To do:
Everything in the data below except the pictures must be repeated word for word.

···

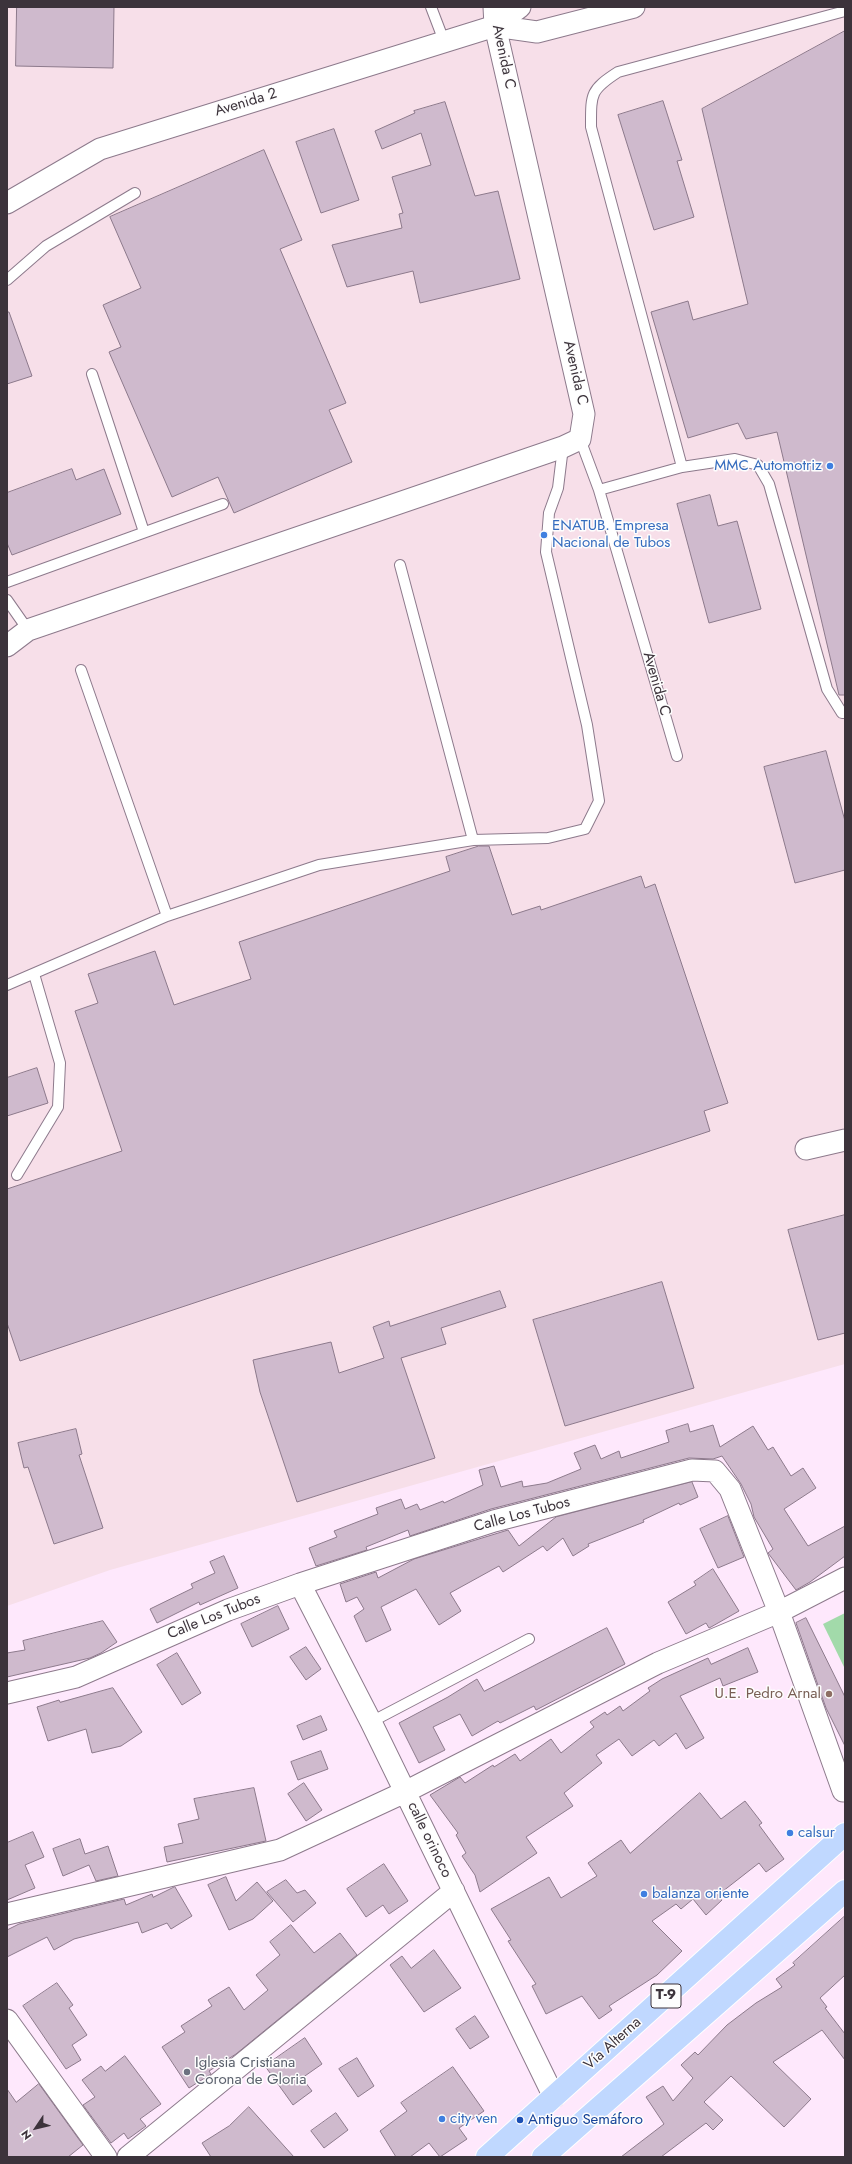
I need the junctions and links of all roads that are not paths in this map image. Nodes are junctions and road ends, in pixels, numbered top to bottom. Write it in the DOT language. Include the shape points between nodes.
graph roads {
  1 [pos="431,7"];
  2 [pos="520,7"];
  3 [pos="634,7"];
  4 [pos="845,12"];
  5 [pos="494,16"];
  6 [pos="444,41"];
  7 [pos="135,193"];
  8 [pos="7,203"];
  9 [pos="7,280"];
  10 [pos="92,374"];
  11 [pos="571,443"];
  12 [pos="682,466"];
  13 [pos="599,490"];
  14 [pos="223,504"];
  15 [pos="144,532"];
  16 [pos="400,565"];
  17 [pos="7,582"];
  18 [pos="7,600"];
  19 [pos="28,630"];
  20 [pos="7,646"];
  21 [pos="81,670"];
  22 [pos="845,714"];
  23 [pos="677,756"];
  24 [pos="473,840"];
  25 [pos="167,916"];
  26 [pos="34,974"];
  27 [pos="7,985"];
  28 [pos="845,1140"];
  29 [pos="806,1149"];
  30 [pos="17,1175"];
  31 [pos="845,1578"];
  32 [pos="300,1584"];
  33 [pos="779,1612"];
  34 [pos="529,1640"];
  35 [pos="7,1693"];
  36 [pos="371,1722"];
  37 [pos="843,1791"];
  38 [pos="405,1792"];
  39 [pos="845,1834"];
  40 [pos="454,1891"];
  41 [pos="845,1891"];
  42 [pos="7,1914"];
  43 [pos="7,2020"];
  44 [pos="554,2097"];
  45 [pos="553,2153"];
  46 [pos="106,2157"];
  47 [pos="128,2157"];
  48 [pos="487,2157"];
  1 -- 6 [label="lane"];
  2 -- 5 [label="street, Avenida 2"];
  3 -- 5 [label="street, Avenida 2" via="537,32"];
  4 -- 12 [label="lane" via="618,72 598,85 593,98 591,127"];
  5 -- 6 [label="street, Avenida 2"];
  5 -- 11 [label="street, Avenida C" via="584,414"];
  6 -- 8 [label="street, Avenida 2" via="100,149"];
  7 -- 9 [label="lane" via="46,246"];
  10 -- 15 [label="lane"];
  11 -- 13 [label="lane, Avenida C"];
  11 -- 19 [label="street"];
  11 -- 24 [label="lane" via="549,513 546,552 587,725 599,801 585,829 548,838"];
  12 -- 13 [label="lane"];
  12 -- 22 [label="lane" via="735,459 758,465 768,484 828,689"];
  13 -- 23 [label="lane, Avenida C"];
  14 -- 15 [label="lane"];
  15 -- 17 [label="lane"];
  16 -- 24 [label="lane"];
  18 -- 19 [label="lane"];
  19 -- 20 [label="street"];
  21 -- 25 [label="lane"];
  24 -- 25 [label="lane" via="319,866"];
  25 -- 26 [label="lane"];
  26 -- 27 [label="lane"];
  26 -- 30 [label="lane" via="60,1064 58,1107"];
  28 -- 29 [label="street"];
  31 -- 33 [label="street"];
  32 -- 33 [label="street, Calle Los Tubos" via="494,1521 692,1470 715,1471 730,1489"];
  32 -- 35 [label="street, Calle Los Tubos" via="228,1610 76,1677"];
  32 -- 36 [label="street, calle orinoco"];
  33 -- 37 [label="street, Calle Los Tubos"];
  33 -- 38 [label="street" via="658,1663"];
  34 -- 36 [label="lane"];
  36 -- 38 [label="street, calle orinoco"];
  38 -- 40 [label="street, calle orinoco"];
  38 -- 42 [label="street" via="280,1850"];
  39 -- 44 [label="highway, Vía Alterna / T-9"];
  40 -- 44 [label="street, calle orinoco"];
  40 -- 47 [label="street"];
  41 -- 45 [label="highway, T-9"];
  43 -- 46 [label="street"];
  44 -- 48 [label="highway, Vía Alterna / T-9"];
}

···

Exercise solution:
I need the junctions and links of all roads that are not paths in this map image. Nodes are junctions and road ends, in pixels, numbered top to bottom. Write it in the DOT language. Include the shape points between nodes.
graph roads {
  1 [pos="431,7"];
  2 [pos="520,7"];
  3 [pos="634,7"];
  4 [pos="845,12"];
  5 [pos="494,16"];
  6 [pos="444,41"];
  7 [pos="135,193"];
  8 [pos="7,203"];
  9 [pos="7,280"];
  10 [pos="92,374"];
  11 [pos="571,443"];
  12 [pos="682,466"];
  13 [pos="599,490"];
  14 [pos="223,504"];
  15 [pos="144,532"];
  16 [pos="400,565"];
  17 [pos="7,582"];
  18 [pos="7,600"];
  19 [pos="28,630"];
  20 [pos="7,646"];
  21 [pos="81,670"];
  22 [pos="845,714"];
  23 [pos="677,756"];
  24 [pos="473,840"];
  25 [pos="167,916"];
  26 [pos="34,974"];
  27 [pos="7,985"];
  28 [pos="845,1140"];
  29 [pos="806,1149"];
  30 [pos="17,1175"];
  31 [pos="845,1578"];
  32 [pos="300,1584"];
  33 [pos="779,1612"];
  34 [pos="529,1640"];
  35 [pos="7,1693"];
  36 [pos="371,1722"];
  37 [pos="843,1791"];
  38 [pos="405,1792"];
  39 [pos="845,1834"];
  40 [pos="454,1891"];
  41 [pos="845,1891"];
  42 [pos="7,1914"];
  43 [pos="7,2020"];
  44 [pos="554,2097"];
  45 [pos="553,2153"];
  46 [pos="106,2157"];
  47 [pos="128,2157"];
  48 [pos="487,2157"];
  1 -- 6 [label="lane"];
  2 -- 5 [label="street, Avenida 2"];
  3 -- 5 [label="street, Avenida 2" via="537,32"];
  4 -- 12 [label="lane" via="618,72 598,85 593,98 591,127"];
  5 -- 6 [label="street, Avenida 2"];
  5 -- 11 [label="street, Avenida C" via="584,414"];
  6 -- 8 [label="street, Avenida 2" via="100,149"];
  7 -- 9 [label="lane" via="46,246"];
  10 -- 15 [label="lane"];
  11 -- 13 [label="lane, Avenida C"];
  11 -- 19 [label="street"];
  11 -- 24 [label="lane" via="549,513 546,552 587,725 599,801 585,829 548,838"];
  12 -- 13 [label="lane"];
  12 -- 22 [label="lane" via="735,459 758,465 768,484 828,689"];
  13 -- 23 [label="lane, Avenida C"];
  14 -- 15 [label="lane"];
  15 -- 17 [label="lane"];
  16 -- 24 [label="lane"];
  18 -- 19 [label="lane"];
  19 -- 20 [label="street"];
  21 -- 25 [label="lane"];
  24 -- 25 [label="lane" via="319,866"];
  25 -- 26 [label="lane"];
  26 -- 27 [label="lane"];
  26 -- 30 [label="lane" via="60,1064 58,1107"];
  28 -- 29 [label="street"];
  31 -- 33 [label="street"];
  32 -- 33 [label="street, Calle Los Tubos" via="494,1521 692,1470 715,1471 730,1489"];
  32 -- 35 [label="street, Calle Los Tubos" via="228,1610 76,1677"];
  32 -- 36 [label="street, calle orinoco"];
  33 -- 37 [label="street, Calle Los Tubos"];
  33 -- 38 [label="street" via="658,1663"];
  34 -- 36 [label="lane"];
  36 -- 38 [label="street, calle orinoco"];
  38 -- 40 [label="street, calle orinoco"];
  38 -- 42 [label="street" via="280,1850"];
  39 -- 44 [label="highway, Vía Alterna / T-9"];
  40 -- 44 [label="street, calle orinoco"];
  40 -- 47 [label="street"];
  41 -- 45 [label="highway, T-9"];
  43 -- 46 [label="street"];
  44 -- 48 [label="highway, Vía Alterna / T-9"];
}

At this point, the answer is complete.